Tyco paid $1 million (half of the $2 million bill) for the 40th birthday party of Kozlowski's second wife, Karen Mayo Kozlowski. The extravagant party, held on the Italian island of Sardinia, featured an ice sculpture of Michelangelo's David urinating Stolichnaya vodka and a private concert by Jimmy Buffett. In a camcorder video, Dennis Kozlowski states that this party will bring out a Tyco core competency – the ability to party hard. Subsequently, this shareholder meeting/birthday party became known as the Tyco Roman Orgy.
On July 31, 2006, Karen Kozlowski filed for divorce in Palm Beach County, Florida.

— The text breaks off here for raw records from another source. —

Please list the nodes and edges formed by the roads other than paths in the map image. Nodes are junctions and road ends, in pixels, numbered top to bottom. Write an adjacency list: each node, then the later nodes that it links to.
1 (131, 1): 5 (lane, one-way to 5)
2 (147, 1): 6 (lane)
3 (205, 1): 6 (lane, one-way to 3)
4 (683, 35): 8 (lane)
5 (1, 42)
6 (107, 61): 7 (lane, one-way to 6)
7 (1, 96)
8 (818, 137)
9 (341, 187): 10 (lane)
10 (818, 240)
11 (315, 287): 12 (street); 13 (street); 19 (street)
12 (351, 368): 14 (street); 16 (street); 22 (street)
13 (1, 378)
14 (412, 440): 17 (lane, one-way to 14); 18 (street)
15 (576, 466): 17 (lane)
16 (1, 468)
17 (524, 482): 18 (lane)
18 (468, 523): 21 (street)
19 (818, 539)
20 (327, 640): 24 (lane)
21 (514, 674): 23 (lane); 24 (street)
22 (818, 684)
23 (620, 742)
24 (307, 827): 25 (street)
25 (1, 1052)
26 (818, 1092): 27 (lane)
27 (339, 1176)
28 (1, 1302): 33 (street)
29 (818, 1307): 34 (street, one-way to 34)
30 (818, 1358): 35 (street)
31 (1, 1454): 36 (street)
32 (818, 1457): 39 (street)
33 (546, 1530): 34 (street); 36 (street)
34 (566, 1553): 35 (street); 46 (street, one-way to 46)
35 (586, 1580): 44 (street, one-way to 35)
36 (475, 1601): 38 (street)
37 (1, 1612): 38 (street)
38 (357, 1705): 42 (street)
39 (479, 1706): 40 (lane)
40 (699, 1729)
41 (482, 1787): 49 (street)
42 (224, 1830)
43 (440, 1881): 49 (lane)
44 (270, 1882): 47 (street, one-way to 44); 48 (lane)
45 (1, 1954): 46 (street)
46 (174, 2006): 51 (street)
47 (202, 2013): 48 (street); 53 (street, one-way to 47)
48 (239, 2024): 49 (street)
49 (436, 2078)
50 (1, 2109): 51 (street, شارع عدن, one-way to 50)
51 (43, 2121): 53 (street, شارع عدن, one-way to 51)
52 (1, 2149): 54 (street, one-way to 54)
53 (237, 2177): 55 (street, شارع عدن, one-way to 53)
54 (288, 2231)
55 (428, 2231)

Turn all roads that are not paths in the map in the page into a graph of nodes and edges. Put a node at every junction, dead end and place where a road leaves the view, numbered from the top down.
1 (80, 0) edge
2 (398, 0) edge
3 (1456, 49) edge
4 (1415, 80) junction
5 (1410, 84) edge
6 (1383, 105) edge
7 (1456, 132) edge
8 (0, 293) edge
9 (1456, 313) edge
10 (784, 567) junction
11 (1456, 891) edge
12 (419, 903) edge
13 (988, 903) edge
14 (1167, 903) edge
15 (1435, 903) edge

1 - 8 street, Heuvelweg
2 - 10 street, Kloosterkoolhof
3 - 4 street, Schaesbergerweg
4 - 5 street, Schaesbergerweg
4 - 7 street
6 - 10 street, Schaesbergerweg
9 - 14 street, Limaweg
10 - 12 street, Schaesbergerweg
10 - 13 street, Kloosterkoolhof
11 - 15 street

No specific reasons were cited, but the motion asked the court to equitably distribute the couple's assets and liabilities and asked that gifts Karen received be declared marital property. She also sought a lien on the couple's Boca Raton mansion. Finally, the motion requested alimony.
Kozlowski is a graduate of Seton Hall University, served as Head of the Board at Berwick Academy in South Berwick, ME for many years, and served on the Middlebury College Board of Trustees in the 1990s.